É equívoco pensar que a floresta dê apenas madeira. Ela pode gerar remédios, mexer nos fluxos de água, ativar o turismo, produzir oxigênio e alterar a biodiversidade para mais ou para menos.

Fluxos hídricos
Falando sobre o Rio Grande do Sul, Nambiar disse ter encontrado no território gaúcho fortes sinais de degradação ambiental, produzida por atividades agrícolas predatórias. Exibiu fotos de erosão no pampa, sugerindo que a silvicultura poderia abrir caminho para sanar essas feridas ambientais. "Nenhuma atividade econômica pode ser totalmente dominante", disse ele, referindo-se, aparentemente, à pecuária e à sojicultura. A razão disso é que os fluxos hídricos permeiam todas as atividades agrícolas.

A substituição de pastagem por árvores pode mudar os fluxos hídricos, já substancialmente alterados.
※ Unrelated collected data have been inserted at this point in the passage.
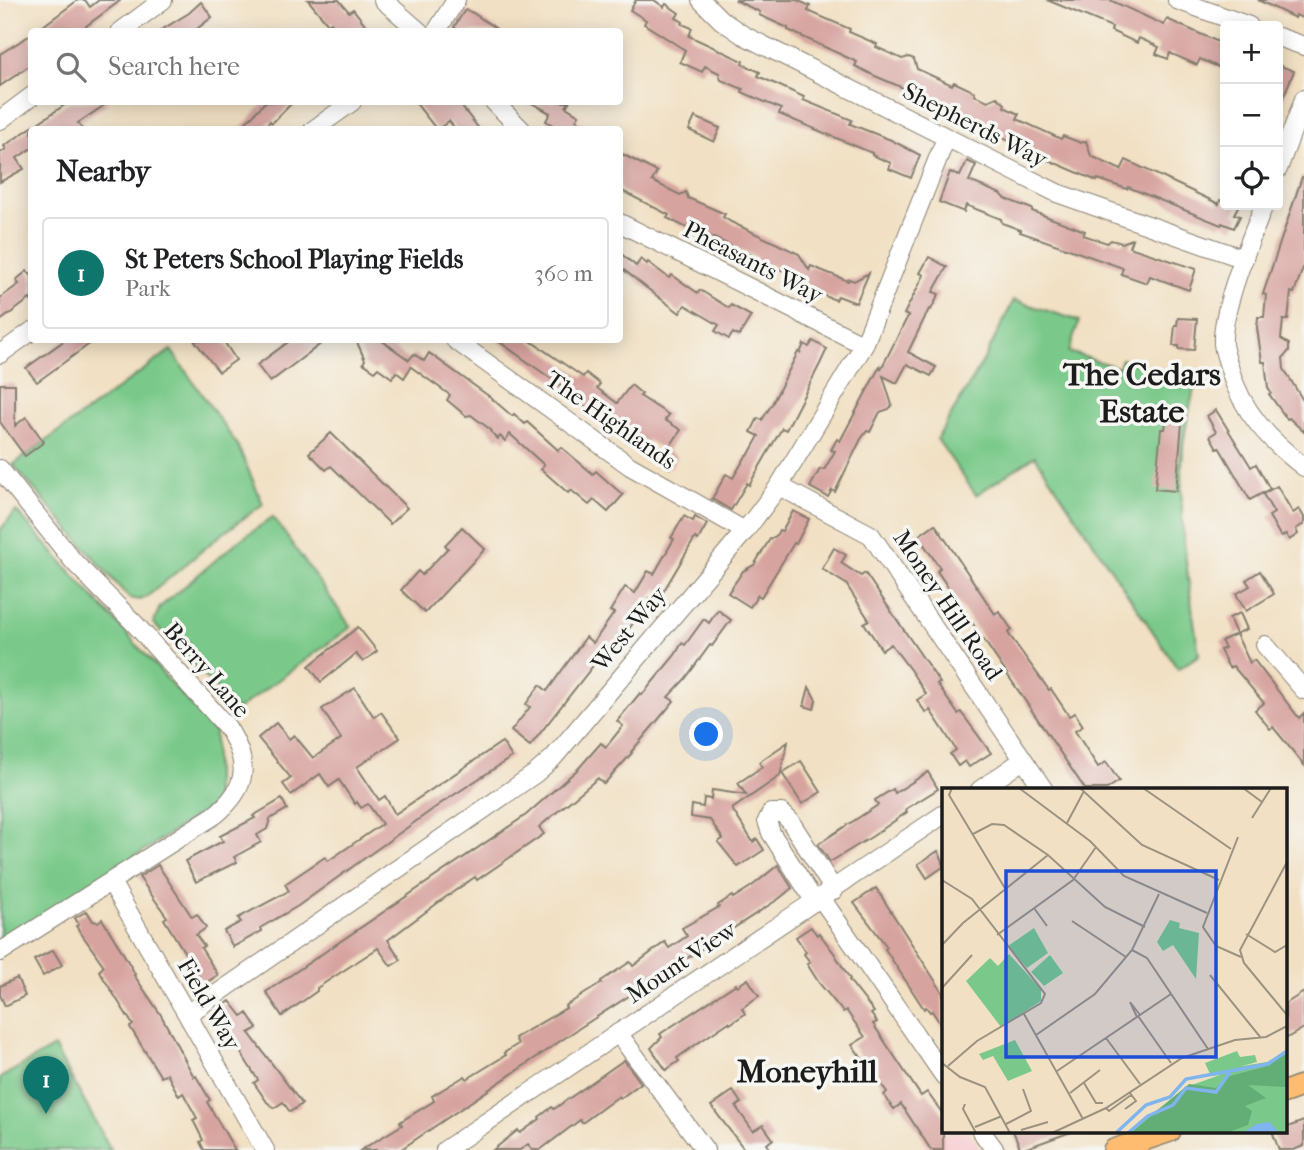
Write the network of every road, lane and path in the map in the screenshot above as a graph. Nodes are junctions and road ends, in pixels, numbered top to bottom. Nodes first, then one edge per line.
1 (163, 0) edge
2 (383, 0) edge
3 (457, 0) edge
4 (701, 0) edge
5 (1177, 0) edge
6 (1235, 21) edge
7 (125, 28) edge
8 (416, 28) edge
9 (439, 28) edge
10 (1283, 39) edge
11 (1304, 46) edge
12 (28, 99) edge
13 (1304, 99) edge
14 (348, 105) edge
15 (497, 105) edge
16 (1, 117) edge
17 (319, 126) edge
18 (518, 126) edge
19 (946, 138) junction
20 (1283, 156) edge
21 (1262, 210) edge
22 (623, 224) edge
23 (1244, 259) junction
24 (28, 334) edge
25 (459, 343) edge
26 (864, 345) junction
27 (0, 354) edge
28 (1304, 467) edge
29 (0, 469) edge
30 (779, 486) junction
31 (745, 531) junction
32 (1265, 645) dead end
33 (1304, 691) edge
34 (1023, 760) junction
35 (981, 788) edge
36 (1043, 788) edge
37 (942, 815) edge
38 (111, 882) junction
39 (823, 896) junction
40 (0, 952) edge
41 (188, 1014) junction
42 (618, 1033) junction
43 (942, 1074) edge
44 (1304, 1085) edge
45 (1286, 1092) edge
46 (982, 1132) edge
47 (1167, 1132) edge
48 (265, 1150) edge
49 (445, 1150) edge
50 (705, 1150) edge
51 (995, 1150) edge
52 (1114, 1150) edge

1 - 7 street
2 - 8 street
3 - 9 street
4 - 19 street, Shepherds Way
5 - 6 street
10 - 11 street
12 - 16 street
13 - 20 street
14 - 17 street
15 - 18 street
19 - 23 street, Shepherds Way
19 - 26 street, West Way
21 - 23 street
22 - 26 street, Pheasants Way
23 - 28 street
24 - 27 street
25 - 31 street, The Highlands
26 - 30 street, West Way
29 - 38 street, Berry Lane
30 - 31 street, West Way
30 - 34 street, Money Hill Road
31 - 41 street, West Way
32 - 33 street
34 - 35 street
34 - 36 street, Money Hill Road
37 - 39 street, Mount View
38 - 40 street, Berry Lane
38 - 41 street, Field Way
39 - 42 street, Mount View
39 - 43 street
41 - 48 street, Field Way
42 - 49 street, Mount View
42 - 50 street
44 - 45 main road
46 - 51 street
47 - 52 main road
Em escala mundial, o volume de água represada é três vezes maior do que o volume de água dos rios. No Brasil não é diferente. Dois terços das águas são usados na agricultura de forma predatória, com desperdício e degradação ambiental. Na Austrália, 50% da poluição dos rios é produzida pelas populações urbanas. No mundo, 1,7 milhões de pessoas morrem por ano por doenças de veiculação hídrica. A silvicultura pode ajudar no combate à degradação ambiental. Mas é preciso haver um acordo para as coisas andarem. Sem negociação nada irá para a frente. A ideologia verde, com o olho fixo exclusivamente na preservação ambiental, precisa abrir caminho para a ciência e as boas práticas florestais.

A pior degradação é a praticada pelos pobres. O crescimento econômico e a preservação ambiental não são antagônicos. A madeira pode ser um novo produto do pampa, as árvores podem se acomodar nesse ecossistema. Não há evidência de que qualquer monocultura agrícola tenha piorado os solos em qualquer parte do mundo. A crítica à monocultura é emocional. Os cientistas precisam se abrir para o debate com as comunidades e a indústria tem de aprender a se comunicar melhor.

No final, confrontado com a dúvida do agricultor e agrônomo Rodrigo Costa, de Pelotas, que perguntou se a campanha contra o eucalipto no Rio Grande do Sul não poderia estar sendo financiada por países temerosos das vantagens competitivas do Brasil, Nambiar disse que nada tinha a declarar em público sobre esse assunto, mas que toparia tomar uma cerveja para uma troca de idéias -- em particular. Ele vai embora na sexta-feira.